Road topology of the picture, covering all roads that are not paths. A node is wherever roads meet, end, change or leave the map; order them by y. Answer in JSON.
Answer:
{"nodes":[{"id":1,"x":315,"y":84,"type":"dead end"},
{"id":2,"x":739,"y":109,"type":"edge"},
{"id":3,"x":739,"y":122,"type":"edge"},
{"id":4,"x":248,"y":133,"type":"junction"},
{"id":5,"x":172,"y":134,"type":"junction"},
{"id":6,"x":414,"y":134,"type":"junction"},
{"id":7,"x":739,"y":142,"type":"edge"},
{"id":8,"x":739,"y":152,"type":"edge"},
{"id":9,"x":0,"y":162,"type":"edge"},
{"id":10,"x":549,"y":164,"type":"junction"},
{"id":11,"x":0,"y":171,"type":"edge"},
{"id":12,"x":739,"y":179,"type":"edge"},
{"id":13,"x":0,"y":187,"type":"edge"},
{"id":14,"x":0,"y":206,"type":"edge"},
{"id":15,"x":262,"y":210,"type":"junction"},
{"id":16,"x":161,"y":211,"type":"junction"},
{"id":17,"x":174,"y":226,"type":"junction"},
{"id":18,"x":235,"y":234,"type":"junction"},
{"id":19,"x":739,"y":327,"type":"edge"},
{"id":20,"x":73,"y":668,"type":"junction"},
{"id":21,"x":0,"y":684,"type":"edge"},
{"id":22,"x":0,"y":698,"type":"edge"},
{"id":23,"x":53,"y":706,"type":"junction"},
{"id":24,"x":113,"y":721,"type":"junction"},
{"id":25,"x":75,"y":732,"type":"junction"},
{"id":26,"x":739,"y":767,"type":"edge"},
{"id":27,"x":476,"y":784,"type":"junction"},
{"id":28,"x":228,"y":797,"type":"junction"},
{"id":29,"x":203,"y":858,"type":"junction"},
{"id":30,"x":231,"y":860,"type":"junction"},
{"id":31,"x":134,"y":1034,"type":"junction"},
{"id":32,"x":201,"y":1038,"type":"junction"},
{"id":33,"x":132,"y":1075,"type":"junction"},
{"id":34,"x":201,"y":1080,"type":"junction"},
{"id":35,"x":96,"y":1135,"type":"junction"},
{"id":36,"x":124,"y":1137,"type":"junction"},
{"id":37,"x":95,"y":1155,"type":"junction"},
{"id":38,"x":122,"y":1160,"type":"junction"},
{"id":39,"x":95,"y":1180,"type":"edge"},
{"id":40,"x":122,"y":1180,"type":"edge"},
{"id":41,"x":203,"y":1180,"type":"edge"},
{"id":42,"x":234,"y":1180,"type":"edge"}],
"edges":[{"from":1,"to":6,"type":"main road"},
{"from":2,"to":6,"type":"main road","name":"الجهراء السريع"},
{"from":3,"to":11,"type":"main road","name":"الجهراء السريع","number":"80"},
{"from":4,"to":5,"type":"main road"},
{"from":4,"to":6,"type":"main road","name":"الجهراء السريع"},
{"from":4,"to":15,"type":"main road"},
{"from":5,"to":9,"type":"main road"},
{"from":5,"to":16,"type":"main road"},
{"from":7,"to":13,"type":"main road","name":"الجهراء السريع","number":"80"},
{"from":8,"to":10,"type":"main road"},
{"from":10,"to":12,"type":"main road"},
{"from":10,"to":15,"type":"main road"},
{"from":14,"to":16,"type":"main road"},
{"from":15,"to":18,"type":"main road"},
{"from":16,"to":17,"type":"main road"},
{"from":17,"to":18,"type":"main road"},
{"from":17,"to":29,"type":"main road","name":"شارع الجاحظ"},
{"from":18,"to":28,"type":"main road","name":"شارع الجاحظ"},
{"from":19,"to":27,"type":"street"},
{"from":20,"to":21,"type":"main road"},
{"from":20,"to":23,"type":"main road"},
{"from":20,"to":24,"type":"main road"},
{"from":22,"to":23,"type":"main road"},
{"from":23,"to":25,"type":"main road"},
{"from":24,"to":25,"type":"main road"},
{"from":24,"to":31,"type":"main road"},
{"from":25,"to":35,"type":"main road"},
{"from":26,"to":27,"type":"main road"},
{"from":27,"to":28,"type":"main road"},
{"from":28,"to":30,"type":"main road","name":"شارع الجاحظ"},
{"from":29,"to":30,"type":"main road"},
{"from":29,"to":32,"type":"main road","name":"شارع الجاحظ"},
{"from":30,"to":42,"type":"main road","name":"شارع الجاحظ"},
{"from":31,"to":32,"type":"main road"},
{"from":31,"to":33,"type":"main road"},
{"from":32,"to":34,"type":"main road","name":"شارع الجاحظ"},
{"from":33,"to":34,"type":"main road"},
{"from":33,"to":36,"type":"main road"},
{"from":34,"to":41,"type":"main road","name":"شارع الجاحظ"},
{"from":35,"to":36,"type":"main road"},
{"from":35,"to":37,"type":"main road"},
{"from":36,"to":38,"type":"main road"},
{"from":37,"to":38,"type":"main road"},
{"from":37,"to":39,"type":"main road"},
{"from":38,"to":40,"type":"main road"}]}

**TASK ITEM:** Set down the records above once more, exactly as they stand.

**OUTPUT FOR THIS EXERCISE:**
Road topology of the picture, covering all roads that are not paths. A node is wherever roads meet, end, change or leave the map; order them by y. Answer in JSON.
Answer:
{"nodes":[{"id":1,"x":315,"y":84,"type":"dead end"},
{"id":2,"x":739,"y":109,"type":"edge"},
{"id":3,"x":739,"y":122,"type":"edge"},
{"id":4,"x":248,"y":133,"type":"junction"},
{"id":5,"x":172,"y":134,"type":"junction"},
{"id":6,"x":414,"y":134,"type":"junction"},
{"id":7,"x":739,"y":142,"type":"edge"},
{"id":8,"x":739,"y":152,"type":"edge"},
{"id":9,"x":0,"y":162,"type":"edge"},
{"id":10,"x":549,"y":164,"type":"junction"},
{"id":11,"x":0,"y":171,"type":"edge"},
{"id":12,"x":739,"y":179,"type":"edge"},
{"id":13,"x":0,"y":187,"type":"edge"},
{"id":14,"x":0,"y":206,"type":"edge"},
{"id":15,"x":262,"y":210,"type":"junction"},
{"id":16,"x":161,"y":211,"type":"junction"},
{"id":17,"x":174,"y":226,"type":"junction"},
{"id":18,"x":235,"y":234,"type":"junction"},
{"id":19,"x":739,"y":327,"type":"edge"},
{"id":20,"x":73,"y":668,"type":"junction"},
{"id":21,"x":0,"y":684,"type":"edge"},
{"id":22,"x":0,"y":698,"type":"edge"},
{"id":23,"x":53,"y":706,"type":"junction"},
{"id":24,"x":113,"y":721,"type":"junction"},
{"id":25,"x":75,"y":732,"type":"junction"},
{"id":26,"x":739,"y":767,"type":"edge"},
{"id":27,"x":476,"y":784,"type":"junction"},
{"id":28,"x":228,"y":797,"type":"junction"},
{"id":29,"x":203,"y":858,"type":"junction"},
{"id":30,"x":231,"y":860,"type":"junction"},
{"id":31,"x":134,"y":1034,"type":"junction"},
{"id":32,"x":201,"y":1038,"type":"junction"},
{"id":33,"x":132,"y":1075,"type":"junction"},
{"id":34,"x":201,"y":1080,"type":"junction"},
{"id":35,"x":96,"y":1135,"type":"junction"},
{"id":36,"x":124,"y":1137,"type":"junction"},
{"id":37,"x":95,"y":1155,"type":"junction"},
{"id":38,"x":122,"y":1160,"type":"junction"},
{"id":39,"x":95,"y":1180,"type":"edge"},
{"id":40,"x":122,"y":1180,"type":"edge"},
{"id":41,"x":203,"y":1180,"type":"edge"},
{"id":42,"x":234,"y":1180,"type":"edge"}],
"edges":[{"from":1,"to":6,"type":"main road"},
{"from":2,"to":6,"type":"main road","name":"الجهراء السريع"},
{"from":3,"to":11,"type":"main road","name":"الجهراء السريع","number":"80"},
{"from":4,"to":5,"type":"main road"},
{"from":4,"to":6,"type":"main road","name":"الجهراء السريع"},
{"from":4,"to":15,"type":"main road"},
{"from":5,"to":9,"type":"main road"},
{"from":5,"to":16,"type":"main road"},
{"from":7,"to":13,"type":"main road","name":"الجهراء السريع","number":"80"},
{"from":8,"to":10,"type":"main road"},
{"from":10,"to":12,"type":"main road"},
{"from":10,"to":15,"type":"main road"},
{"from":14,"to":16,"type":"main road"},
{"from":15,"to":18,"type":"main road"},
{"from":16,"to":17,"type":"main road"},
{"from":17,"to":18,"type":"main road"},
{"from":17,"to":29,"type":"main road","name":"شارع الجاحظ"},
{"from":18,"to":28,"type":"main road","name":"شارع الجاحظ"},
{"from":19,"to":27,"type":"street"},
{"from":20,"to":21,"type":"main road"},
{"from":20,"to":23,"type":"main road"},
{"from":20,"to":24,"type":"main road"},
{"from":22,"to":23,"type":"main road"},
{"from":23,"to":25,"type":"main road"},
{"from":24,"to":25,"type":"main road"},
{"from":24,"to":31,"type":"main road"},
{"from":25,"to":35,"type":"main road"},
{"from":26,"to":27,"type":"main road"},
{"from":27,"to":28,"type":"main road"},
{"from":28,"to":30,"type":"main road","name":"شارع الجاحظ"},
{"from":29,"to":30,"type":"main road"},
{"from":29,"to":32,"type":"main road","name":"شارع الجاحظ"},
{"from":30,"to":42,"type":"main road","name":"شارع الجاحظ"},
{"from":31,"to":32,"type":"main road"},
{"from":31,"to":33,"type":"main road"},
{"from":32,"to":34,"type":"main road","name":"شارع الجاحظ"},
{"from":33,"to":34,"type":"main road"},
{"from":33,"to":36,"type":"main road"},
{"from":34,"to":41,"type":"main road","name":"شارع الجاحظ"},
{"from":35,"to":36,"type":"main road"},
{"from":35,"to":37,"type":"main road"},
{"from":36,"to":38,"type":"main road"},
{"from":37,"to":38,"type":"main road"},
{"from":37,"to":39,"type":"main road"},
{"from":38,"to":40,"type":"main road"}]}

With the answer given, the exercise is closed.